■ Data for this exercise ■

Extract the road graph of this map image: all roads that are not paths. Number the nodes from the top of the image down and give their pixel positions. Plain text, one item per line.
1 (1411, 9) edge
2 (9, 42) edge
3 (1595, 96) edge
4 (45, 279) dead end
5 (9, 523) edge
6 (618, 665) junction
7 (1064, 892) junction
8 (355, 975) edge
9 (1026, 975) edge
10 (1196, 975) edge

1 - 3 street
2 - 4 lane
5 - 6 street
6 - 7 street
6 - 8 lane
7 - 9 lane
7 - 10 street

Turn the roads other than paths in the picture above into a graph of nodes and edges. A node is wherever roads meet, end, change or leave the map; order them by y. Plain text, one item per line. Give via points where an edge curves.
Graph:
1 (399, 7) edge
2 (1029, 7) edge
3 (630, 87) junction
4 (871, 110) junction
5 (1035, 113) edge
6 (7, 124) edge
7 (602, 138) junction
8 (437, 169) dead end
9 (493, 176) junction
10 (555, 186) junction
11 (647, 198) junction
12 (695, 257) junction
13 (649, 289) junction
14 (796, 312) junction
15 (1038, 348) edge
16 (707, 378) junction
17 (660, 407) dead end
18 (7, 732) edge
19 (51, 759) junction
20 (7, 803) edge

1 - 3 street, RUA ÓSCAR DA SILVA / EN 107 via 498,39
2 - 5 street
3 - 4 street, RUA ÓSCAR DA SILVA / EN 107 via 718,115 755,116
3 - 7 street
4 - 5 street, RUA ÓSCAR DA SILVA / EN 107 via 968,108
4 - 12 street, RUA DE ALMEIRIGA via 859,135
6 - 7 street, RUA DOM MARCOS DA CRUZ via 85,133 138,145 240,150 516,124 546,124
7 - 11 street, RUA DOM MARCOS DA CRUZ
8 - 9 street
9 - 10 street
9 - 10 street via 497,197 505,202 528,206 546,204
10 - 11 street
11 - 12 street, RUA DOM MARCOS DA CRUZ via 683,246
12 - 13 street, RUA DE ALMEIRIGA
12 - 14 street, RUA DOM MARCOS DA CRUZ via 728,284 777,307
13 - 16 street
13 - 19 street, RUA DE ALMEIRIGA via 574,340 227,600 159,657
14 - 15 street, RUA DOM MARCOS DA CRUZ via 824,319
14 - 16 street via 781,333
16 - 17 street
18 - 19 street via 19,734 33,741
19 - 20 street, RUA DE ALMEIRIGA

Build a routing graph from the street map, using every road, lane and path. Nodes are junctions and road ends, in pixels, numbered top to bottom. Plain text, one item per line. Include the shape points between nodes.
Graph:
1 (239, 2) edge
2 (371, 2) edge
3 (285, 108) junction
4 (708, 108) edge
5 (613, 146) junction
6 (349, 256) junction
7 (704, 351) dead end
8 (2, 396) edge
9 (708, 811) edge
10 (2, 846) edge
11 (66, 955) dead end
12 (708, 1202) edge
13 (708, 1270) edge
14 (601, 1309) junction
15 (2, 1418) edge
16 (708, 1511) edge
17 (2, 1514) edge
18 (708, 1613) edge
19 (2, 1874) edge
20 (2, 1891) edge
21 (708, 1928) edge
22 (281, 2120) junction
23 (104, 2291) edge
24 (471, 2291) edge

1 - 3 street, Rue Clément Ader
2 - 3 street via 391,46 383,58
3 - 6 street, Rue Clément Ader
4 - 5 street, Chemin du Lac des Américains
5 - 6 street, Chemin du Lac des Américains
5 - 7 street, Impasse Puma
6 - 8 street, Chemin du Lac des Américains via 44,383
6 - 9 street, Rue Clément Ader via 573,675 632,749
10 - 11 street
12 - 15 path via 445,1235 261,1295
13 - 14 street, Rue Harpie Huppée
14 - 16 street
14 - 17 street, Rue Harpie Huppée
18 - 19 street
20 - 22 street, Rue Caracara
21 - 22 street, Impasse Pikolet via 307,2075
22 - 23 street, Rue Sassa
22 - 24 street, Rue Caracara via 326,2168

■ What the task requires ■
Keeping every word as it is, repeat all of the records.

■ Worked solution ■
Extract the road graph of this map image: all roads that are not paths. Number the nodes from the top of the image down and give their pixel positions. Plain text, one item per line.
1 (1411, 9) edge
2 (9, 42) edge
3 (1595, 96) edge
4 (45, 279) dead end
5 (9, 523) edge
6 (618, 665) junction
7 (1064, 892) junction
8 (355, 975) edge
9 (1026, 975) edge
10 (1196, 975) edge

1 - 3 street
2 - 4 lane
5 - 6 street
6 - 7 street
6 - 8 lane
7 - 9 lane
7 - 10 street

Turn the roads other than paths in the picture above into a graph of nodes and edges. A node is wherever roads meet, end, change or leave the map; order them by y. Plain text, one item per line. Give via points where an edge curves.
Graph:
1 (399, 7) edge
2 (1029, 7) edge
3 (630, 87) junction
4 (871, 110) junction
5 (1035, 113) edge
6 (7, 124) edge
7 (602, 138) junction
8 (437, 169) dead end
9 (493, 176) junction
10 (555, 186) junction
11 (647, 198) junction
12 (695, 257) junction
13 (649, 289) junction
14 (796, 312) junction
15 (1038, 348) edge
16 (707, 378) junction
17 (660, 407) dead end
18 (7, 732) edge
19 (51, 759) junction
20 (7, 803) edge

1 - 3 street, RUA ÓSCAR DA SILVA / EN 107 via 498,39
2 - 5 street
3 - 4 street, RUA ÓSCAR DA SILVA / EN 107 via 718,115 755,116
3 - 7 street
4 - 5 street, RUA ÓSCAR DA SILVA / EN 107 via 968,108
4 - 12 street, RUA DE ALMEIRIGA via 859,135
6 - 7 street, RUA DOM MARCOS DA CRUZ via 85,133 138,145 240,150 516,124 546,124
7 - 11 street, RUA DOM MARCOS DA CRUZ
8 - 9 street
9 - 10 street
9 - 10 street via 497,197 505,202 528,206 546,204
10 - 11 street
11 - 12 street, RUA DOM MARCOS DA CRUZ via 683,246
12 - 13 street, RUA DE ALMEIRIGA
12 - 14 street, RUA DOM MARCOS DA CRUZ via 728,284 777,307
13 - 16 street
13 - 19 street, RUA DE ALMEIRIGA via 574,340 227,600 159,657
14 - 15 street, RUA DOM MARCOS DA CRUZ via 824,319
14 - 16 street via 781,333
16 - 17 street
18 - 19 street via 19,734 33,741
19 - 20 street, RUA DE ALMEIRIGA

Build a routing graph from the street map, using every road, lane and path. Nodes are junctions and road ends, in pixels, numbered top to bottom. Plain text, one item per line. Include the shape points between nodes.
Graph:
1 (239, 2) edge
2 (371, 2) edge
3 (285, 108) junction
4 (708, 108) edge
5 (613, 146) junction
6 (349, 256) junction
7 (704, 351) dead end
8 (2, 396) edge
9 (708, 811) edge
10 (2, 846) edge
11 (66, 955) dead end
12 (708, 1202) edge
13 (708, 1270) edge
14 (601, 1309) junction
15 (2, 1418) edge
16 (708, 1511) edge
17 (2, 1514) edge
18 (708, 1613) edge
19 (2, 1874) edge
20 (2, 1891) edge
21 (708, 1928) edge
22 (281, 2120) junction
23 (104, 2291) edge
24 (471, 2291) edge

1 - 3 street, Rue Clément Ader
2 - 3 street via 391,46 383,58
3 - 6 street, Rue Clément Ader
4 - 5 street, Chemin du Lac des Américains
5 - 6 street, Chemin du Lac des Américains
5 - 7 street, Impasse Puma
6 - 8 street, Chemin du Lac des Américains via 44,383
6 - 9 street, Rue Clément Ader via 573,675 632,749
10 - 11 street
12 - 15 path via 445,1235 261,1295
13 - 14 street, Rue Harpie Huppée
14 - 16 street
14 - 17 street, Rue Harpie Huppée
18 - 19 street
20 - 22 street, Rue Caracara
21 - 22 street, Impasse Pikolet via 307,2075
22 - 23 street, Rue Sassa
22 - 24 street, Rue Caracara via 326,2168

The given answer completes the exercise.